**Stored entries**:
────────
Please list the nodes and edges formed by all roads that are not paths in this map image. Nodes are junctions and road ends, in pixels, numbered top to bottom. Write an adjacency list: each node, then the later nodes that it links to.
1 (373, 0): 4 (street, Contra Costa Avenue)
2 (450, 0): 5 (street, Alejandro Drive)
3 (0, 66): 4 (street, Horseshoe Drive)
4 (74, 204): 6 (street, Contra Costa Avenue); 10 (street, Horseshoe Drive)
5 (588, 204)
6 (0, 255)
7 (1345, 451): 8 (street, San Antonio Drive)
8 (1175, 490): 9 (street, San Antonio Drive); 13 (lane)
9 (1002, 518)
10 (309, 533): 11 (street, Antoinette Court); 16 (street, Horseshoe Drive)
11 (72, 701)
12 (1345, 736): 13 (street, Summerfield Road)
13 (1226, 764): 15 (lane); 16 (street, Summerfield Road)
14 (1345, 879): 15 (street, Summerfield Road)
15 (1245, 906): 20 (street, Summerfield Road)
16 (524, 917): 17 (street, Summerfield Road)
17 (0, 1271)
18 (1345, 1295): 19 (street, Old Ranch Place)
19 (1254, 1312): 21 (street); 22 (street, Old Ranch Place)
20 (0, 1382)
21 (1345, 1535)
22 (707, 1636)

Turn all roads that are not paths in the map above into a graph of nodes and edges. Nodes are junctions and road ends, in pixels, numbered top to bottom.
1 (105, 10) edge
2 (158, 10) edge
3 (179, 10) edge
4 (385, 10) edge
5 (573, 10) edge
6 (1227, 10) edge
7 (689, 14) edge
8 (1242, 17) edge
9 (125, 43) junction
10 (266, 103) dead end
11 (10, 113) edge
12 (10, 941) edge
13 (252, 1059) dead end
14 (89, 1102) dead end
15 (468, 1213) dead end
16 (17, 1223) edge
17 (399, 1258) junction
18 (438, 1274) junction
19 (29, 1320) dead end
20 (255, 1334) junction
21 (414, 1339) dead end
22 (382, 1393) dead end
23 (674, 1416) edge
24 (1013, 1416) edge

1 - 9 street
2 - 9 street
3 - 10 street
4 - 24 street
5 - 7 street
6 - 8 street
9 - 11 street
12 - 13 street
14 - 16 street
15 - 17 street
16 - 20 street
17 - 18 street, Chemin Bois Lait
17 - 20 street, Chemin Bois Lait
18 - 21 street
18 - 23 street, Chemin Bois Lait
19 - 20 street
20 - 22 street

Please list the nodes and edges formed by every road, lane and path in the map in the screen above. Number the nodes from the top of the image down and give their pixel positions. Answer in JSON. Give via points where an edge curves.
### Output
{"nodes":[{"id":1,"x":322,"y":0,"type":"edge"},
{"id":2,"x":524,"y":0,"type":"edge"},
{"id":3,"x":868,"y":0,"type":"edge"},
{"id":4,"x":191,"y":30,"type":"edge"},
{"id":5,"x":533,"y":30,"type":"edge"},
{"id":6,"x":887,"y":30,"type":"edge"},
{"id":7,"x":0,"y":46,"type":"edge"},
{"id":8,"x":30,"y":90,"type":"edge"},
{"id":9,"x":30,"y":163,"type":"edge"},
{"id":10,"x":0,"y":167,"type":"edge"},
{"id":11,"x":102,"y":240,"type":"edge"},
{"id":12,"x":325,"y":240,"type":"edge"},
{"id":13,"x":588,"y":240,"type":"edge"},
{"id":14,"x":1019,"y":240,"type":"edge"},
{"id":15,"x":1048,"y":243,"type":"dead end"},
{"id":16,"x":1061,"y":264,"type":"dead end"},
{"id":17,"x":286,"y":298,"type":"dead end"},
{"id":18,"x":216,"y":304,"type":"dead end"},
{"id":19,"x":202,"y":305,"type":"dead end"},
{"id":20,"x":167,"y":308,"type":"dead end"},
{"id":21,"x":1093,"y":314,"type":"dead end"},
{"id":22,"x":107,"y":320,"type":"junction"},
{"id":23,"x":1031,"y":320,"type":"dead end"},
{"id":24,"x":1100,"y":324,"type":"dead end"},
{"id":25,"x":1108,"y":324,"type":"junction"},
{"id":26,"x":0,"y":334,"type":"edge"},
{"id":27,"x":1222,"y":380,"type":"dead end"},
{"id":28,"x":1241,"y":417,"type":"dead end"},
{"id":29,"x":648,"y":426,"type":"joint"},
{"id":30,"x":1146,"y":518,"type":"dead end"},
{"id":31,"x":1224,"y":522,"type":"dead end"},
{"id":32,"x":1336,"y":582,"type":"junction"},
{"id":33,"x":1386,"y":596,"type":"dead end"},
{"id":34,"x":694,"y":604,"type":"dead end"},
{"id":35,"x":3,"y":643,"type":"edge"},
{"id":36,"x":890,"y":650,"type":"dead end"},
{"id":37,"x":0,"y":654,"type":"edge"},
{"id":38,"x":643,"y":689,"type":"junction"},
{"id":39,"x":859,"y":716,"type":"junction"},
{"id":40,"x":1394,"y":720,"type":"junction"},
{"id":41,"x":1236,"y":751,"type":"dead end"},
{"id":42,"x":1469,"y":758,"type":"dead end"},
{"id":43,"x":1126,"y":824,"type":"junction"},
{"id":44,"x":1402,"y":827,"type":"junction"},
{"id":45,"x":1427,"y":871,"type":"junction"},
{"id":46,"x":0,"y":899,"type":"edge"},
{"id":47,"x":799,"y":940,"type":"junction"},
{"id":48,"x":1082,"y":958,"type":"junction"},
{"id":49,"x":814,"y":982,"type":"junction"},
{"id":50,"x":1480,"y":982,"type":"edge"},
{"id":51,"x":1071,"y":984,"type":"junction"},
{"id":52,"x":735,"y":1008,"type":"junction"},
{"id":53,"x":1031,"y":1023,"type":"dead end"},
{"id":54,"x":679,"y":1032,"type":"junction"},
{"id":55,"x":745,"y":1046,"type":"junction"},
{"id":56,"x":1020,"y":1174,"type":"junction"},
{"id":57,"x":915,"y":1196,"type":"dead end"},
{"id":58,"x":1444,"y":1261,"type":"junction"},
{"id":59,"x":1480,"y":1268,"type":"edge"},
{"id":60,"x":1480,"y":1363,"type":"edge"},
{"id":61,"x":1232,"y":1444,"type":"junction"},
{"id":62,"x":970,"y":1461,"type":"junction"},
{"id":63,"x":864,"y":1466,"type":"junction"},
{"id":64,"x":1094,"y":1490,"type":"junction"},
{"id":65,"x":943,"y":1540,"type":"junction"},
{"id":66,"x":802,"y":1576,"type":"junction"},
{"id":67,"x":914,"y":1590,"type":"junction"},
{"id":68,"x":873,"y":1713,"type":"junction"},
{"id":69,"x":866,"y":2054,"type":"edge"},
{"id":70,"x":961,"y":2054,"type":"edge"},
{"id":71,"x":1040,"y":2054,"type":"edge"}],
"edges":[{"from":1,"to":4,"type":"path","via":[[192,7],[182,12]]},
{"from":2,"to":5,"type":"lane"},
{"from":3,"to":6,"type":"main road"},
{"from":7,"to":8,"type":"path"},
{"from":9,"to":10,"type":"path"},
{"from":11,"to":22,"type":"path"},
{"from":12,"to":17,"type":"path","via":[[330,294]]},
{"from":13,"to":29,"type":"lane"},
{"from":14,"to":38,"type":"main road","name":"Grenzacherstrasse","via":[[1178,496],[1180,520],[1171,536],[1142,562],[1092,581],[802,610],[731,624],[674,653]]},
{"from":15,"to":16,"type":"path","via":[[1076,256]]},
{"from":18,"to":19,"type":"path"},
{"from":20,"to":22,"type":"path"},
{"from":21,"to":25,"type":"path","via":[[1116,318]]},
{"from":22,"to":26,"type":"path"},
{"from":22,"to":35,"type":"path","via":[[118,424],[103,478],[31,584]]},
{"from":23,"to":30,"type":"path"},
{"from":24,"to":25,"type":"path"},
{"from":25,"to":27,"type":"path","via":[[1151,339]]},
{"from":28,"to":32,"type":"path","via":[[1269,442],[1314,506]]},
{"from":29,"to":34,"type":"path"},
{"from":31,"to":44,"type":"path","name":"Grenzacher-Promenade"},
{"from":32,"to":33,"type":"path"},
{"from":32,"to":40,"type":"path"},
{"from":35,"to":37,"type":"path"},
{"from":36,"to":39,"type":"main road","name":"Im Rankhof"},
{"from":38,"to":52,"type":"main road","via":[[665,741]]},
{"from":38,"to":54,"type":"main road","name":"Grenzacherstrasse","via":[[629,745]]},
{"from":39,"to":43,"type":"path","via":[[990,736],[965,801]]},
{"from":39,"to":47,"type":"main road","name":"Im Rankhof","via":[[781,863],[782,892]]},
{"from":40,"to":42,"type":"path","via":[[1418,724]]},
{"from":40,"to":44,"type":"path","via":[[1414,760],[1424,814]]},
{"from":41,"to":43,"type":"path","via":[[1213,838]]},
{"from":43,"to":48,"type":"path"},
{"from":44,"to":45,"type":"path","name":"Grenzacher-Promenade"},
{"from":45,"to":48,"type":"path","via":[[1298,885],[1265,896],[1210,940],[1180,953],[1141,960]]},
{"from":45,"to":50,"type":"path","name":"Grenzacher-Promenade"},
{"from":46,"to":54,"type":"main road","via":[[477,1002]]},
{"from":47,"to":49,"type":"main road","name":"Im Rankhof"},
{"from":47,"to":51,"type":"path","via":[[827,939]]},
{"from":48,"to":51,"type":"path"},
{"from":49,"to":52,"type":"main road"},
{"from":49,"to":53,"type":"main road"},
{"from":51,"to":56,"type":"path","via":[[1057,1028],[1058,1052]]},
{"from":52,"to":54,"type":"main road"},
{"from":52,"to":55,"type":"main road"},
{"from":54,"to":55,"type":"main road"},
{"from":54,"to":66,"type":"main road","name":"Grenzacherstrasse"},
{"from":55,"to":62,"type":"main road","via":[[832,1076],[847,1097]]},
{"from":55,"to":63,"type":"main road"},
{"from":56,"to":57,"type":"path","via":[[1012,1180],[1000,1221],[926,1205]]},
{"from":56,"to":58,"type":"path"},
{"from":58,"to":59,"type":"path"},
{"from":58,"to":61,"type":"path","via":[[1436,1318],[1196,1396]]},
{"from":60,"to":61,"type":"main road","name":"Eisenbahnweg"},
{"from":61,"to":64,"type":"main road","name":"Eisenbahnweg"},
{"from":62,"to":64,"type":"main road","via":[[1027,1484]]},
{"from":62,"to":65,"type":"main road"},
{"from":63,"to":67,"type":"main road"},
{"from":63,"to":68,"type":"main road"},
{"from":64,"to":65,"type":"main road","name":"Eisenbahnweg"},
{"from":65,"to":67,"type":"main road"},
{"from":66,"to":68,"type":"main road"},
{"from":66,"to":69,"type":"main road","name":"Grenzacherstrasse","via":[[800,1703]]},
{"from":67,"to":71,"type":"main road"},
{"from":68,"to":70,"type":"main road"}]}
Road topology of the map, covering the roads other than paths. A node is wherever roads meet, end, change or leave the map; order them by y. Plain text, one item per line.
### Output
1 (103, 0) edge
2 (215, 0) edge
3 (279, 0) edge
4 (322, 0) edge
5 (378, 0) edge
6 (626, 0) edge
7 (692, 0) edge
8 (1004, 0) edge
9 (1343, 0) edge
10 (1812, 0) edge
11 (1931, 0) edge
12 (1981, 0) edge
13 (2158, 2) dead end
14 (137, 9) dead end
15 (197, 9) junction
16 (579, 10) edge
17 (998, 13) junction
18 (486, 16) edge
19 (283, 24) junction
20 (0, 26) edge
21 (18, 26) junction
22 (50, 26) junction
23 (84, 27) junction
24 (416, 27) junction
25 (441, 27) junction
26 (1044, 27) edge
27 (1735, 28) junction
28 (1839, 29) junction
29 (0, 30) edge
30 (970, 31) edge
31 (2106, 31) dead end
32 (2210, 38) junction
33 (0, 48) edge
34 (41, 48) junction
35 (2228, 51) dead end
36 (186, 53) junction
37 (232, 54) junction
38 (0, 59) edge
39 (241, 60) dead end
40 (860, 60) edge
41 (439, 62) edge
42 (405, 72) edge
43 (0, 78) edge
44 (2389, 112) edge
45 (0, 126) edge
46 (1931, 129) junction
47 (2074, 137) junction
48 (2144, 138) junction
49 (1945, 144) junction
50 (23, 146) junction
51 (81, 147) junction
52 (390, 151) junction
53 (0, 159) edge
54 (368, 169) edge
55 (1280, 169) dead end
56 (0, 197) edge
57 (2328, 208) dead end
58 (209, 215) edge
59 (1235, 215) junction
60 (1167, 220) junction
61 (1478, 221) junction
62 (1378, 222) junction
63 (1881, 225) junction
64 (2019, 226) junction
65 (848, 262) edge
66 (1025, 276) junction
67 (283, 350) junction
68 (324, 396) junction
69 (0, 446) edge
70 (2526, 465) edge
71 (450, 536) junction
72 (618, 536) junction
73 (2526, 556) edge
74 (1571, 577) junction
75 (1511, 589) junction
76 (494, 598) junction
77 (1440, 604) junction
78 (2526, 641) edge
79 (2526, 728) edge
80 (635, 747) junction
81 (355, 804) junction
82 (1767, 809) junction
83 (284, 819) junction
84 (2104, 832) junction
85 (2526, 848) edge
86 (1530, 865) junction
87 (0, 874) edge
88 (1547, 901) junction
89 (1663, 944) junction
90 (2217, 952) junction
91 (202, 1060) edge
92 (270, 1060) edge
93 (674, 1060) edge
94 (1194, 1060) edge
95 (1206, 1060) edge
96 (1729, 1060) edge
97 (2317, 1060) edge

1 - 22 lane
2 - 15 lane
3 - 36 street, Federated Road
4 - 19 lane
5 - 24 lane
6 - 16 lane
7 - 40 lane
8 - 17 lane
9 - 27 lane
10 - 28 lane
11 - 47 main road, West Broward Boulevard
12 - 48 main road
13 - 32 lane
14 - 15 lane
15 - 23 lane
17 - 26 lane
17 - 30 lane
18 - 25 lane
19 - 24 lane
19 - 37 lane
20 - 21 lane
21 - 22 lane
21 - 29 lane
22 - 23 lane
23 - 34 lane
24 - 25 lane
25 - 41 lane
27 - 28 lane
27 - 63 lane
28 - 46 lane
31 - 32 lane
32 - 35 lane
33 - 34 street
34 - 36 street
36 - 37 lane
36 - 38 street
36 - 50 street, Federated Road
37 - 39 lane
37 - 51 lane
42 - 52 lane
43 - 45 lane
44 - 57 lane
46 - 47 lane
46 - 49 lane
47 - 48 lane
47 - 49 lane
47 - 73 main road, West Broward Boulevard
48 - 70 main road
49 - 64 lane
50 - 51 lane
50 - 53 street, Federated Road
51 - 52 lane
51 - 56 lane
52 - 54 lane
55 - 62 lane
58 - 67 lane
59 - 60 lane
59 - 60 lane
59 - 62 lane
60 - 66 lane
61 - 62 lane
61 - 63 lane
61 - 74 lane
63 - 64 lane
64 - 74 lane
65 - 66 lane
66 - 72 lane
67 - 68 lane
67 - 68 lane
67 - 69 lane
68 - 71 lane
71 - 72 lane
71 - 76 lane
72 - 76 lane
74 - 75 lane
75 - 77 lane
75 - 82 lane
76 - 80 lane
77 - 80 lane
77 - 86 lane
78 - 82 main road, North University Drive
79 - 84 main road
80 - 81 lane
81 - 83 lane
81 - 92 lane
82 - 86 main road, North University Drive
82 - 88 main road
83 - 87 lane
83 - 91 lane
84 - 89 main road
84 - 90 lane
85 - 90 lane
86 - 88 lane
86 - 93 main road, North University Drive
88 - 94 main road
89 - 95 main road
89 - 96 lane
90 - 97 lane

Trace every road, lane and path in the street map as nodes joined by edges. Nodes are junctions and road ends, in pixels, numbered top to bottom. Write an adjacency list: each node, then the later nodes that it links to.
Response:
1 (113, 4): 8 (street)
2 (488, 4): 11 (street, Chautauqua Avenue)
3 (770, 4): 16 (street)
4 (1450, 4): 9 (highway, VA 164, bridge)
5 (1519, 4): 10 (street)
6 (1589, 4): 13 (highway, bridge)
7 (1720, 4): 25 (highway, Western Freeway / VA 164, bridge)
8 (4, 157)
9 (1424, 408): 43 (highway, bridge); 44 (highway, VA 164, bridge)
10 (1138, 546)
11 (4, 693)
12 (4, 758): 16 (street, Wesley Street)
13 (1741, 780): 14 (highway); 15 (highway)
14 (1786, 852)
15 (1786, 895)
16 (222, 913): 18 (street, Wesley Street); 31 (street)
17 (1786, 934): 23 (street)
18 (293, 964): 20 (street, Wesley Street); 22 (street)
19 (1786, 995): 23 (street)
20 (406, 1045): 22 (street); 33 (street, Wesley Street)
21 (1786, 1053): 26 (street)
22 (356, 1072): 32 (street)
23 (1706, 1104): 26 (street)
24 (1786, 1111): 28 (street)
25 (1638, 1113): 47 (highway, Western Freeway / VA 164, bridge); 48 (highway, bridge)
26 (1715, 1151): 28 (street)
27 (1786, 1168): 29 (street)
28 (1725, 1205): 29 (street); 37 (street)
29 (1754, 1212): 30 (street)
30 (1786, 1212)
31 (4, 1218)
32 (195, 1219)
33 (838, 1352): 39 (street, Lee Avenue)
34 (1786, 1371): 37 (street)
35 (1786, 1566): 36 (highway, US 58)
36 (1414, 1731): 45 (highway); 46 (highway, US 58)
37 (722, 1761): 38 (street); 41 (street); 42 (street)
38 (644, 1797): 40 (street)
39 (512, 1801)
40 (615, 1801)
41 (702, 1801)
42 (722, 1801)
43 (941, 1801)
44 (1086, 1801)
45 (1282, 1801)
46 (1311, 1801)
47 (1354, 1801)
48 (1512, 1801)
────────
**To do**: Above are some records. Copy each of their lines that holds the string "bridge".

**Solution to this task**:
4 (1450, 4): 9 (highway, VA 164, bridge)
6 (1589, 4): 13 (highway, bridge)
7 (1720, 4): 25 (highway, Western Freeway / VA 164, bridge)
9 (1424, 408): 43 (highway, bridge); 44 (highway, VA 164, bridge)
25 (1638, 1113): 47 (highway, Western Freeway / VA 164, bridge); 48 (highway, bridge)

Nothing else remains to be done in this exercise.